Au centre d'une porte restée entrouverte, la cellule optique de Cérébro est éteinte. Scott Summers s'avance sur la longue passerelle puis jette un coup d'œil en arrière. Personne ne l'a suivi, sauf ses empreintes dans la poussière. Une odeur de renfermé s'est emparée de la salle. La passerelle surplombe une immensité vide, une rotondité complaisante et oppressante à la fois, un lieu intime et secret, où peut être mis à jour l'inconscient de l'humanité. Le centre de l'œuf originel et de la sphère destructrice abritait l'œuvre d'une amitié inoxydable pour laquelle on a tué. Charles Xavier se tient à l'endroit où se trouvait la table de navigation et le casque pour piloter Cérébro. Scott pose la main sur le fauteuil roulant.
« Professeur… »
Scott n'avait jamais cherché à déguiser son inquiétude quand le télépathe pilotait Cérébro. Pourtant, ce soir, il en serait venu à souhaiter que la machine infernale soit réactivée par le professeur X, pour devenir une projection de lui-même. Une illusion, une de plus : si Charles Xavier avait construit Cérébro à son image, les hommes de Stryker avaient mutilé l'ordinateur dont la table de commande avait disparu sous les décombres du barrage d'Alkali Lake. Désormais, Cérébro n'est plus qu'une immense salle vide dans les sous-sols du manoir.
On m'a tant manipulé
La voix mentale de Xavier résonne en lui. Scott ouvre son esprit presque malgré lui, il ne veut plus de ce silence qu'il réserve aux plus jeunes, à ses collègues, à son entourage, à tous. Le vernis s'écaille et son cœur s'ouvre : « Professeur, je vous en prie. Warren…
- Angel… un bon garçon
- Il a fait une tentative de suicide. Son assistante l'a trouvé dans son bureau, elle l'a amené à l'institut il y a une demi-heure à peine, mais j'ignore encore si nous pourrons l'aider… Logan s'est fait passer à tabac par des fanatiques, ça m'inquiète, surtout pour les jeunes. Ils sont à l'étage, pas question de gâcher leur réveillon, mais il faudra bien qu'on leur dise qu'on va les cloîtrer dans l'institut, pour ne pas risquer le pire. »

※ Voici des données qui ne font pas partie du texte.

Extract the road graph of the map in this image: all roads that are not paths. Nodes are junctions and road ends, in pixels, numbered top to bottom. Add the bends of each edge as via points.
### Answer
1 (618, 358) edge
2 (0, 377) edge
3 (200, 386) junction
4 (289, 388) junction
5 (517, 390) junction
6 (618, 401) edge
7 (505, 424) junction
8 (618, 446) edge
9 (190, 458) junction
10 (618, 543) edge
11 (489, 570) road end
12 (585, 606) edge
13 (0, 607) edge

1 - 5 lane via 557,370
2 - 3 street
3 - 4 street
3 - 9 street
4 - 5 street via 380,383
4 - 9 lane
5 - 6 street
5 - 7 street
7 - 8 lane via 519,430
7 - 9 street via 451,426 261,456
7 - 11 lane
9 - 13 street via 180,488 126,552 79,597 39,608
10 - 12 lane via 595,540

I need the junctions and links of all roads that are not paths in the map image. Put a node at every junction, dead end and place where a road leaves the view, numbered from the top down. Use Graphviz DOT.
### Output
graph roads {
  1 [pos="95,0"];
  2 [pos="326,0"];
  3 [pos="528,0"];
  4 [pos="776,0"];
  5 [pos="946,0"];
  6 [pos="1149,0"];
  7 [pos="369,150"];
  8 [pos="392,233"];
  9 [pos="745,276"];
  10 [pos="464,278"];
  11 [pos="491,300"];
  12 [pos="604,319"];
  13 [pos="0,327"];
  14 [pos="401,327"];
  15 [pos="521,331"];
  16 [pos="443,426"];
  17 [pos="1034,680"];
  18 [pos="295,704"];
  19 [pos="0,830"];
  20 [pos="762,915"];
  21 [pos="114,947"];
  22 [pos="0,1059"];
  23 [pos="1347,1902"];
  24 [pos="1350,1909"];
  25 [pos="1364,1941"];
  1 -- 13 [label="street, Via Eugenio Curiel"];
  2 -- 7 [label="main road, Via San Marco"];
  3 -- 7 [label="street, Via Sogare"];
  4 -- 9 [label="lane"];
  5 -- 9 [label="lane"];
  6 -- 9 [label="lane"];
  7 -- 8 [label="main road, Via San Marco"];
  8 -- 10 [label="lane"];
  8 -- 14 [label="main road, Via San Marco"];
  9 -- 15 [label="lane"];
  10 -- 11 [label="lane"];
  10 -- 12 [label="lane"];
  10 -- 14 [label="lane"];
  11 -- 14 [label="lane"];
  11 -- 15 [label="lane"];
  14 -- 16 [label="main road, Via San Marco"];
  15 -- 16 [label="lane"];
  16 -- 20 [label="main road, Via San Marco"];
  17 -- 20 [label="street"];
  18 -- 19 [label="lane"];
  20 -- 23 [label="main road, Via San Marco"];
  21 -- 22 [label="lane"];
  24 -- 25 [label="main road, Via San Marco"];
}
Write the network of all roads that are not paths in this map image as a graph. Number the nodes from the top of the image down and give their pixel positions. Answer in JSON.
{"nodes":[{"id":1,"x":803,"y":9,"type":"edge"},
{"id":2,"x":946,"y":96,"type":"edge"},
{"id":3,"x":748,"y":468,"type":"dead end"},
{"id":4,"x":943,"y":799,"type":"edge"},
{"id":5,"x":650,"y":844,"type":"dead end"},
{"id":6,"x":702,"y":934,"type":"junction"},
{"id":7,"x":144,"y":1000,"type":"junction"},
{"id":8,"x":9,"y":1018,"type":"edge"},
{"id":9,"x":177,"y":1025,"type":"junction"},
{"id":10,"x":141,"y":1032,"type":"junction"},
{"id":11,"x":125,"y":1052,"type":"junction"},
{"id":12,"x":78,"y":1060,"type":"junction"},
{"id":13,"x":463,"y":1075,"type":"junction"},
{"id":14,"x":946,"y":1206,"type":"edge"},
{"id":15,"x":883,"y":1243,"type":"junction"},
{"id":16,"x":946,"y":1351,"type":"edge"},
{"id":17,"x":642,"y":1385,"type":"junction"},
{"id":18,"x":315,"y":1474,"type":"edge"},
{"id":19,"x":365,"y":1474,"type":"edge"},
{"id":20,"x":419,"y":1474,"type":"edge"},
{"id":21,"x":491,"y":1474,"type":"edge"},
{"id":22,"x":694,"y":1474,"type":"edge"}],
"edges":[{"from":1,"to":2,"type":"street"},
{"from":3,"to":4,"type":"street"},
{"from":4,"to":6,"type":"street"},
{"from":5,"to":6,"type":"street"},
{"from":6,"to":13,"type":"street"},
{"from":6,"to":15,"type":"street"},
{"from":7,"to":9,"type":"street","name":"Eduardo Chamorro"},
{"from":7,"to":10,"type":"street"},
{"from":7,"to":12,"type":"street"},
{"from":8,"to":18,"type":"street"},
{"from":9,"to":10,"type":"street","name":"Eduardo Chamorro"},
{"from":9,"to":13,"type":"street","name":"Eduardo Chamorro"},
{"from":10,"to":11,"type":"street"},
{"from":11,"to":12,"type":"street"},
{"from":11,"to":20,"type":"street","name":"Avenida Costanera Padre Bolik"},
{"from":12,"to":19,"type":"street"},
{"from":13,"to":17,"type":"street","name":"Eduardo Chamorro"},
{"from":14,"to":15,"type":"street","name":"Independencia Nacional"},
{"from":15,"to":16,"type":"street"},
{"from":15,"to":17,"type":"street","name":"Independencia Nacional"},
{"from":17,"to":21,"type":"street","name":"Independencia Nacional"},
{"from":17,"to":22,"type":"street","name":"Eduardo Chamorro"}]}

Scott a parlé d'une traite, sans reprendre son souffle. Il n'a pas eu à chercher ses mots, son cœur parlait sans entrave, pourtant il s'est arrêté, il se souvient. Il y a un mois, Scott avait déjà dû lui parler d'un sujet que les autres évitaient soigneusement :
« Demain débute l'application officielle de la loi sur le fichage des mutants, vous savez, l'A.E.M. Dorénavant, toutes les informations concernant nos identités et lieux de résidences seront rendues publiques…
- Bien, Scott. Tu sais, il est grand temps que l'humanité sache que les mutants font partie de son quotidien. Nous n'aurons plus à nous cacher, n'est-ce pas ce que nous voulions ? »
Scott chasse ce souvenir de ses pensées. C'était il y a un mois. La situation a changé depuis.
Il prend une inspiration, ferme les yeux et récite d'une voix brisée :
« Au 1ier janvier entrera en application l'O.T.Z., l'Opération Tolérance Zéro. Autrement dit, la mise en service des Sentinelles, destinées à mettre hors d'état de nuire tout individu mutant susceptible de représenter une menace pour la santé, la sécurité et le bien-être de chacun. Le 1ier janvier, professeur, c'est dans moins de deux heures… c'est demain. Professeur ? »
Je ne sais pas« Professeur, j'ai tant besoin de vous… »
Il y a simplement des choses que l'esprit doit découvrir de sa propre initiative
« Non, pas cette fois, vous ne pouvez pas nous abandonner, pas vous, pas maintenant… »
Tu n'as jamais accepté le sacrifice : c'est là ta faiblesse
« Combien se sont déjà sacrifiés, combien devront encore se sacrifier ? Professeur ! »
La mort du corps est immédiate, celle de l'esprit est une éternelle tortureLe télépathe montrait un tel détachement face à ce qu'il endurait… Charles Xavier revêtait ce masque pour préserver un avenir à ses protégés, mais une partie du Professeur X - le maître, le guide et le patriarche qu'il avait incarnés - avait disparu avec Cérébro. Scott le savait. Mais l'avouer, c'était le renier, le mettre à mort et tuer Jean une seconde fois.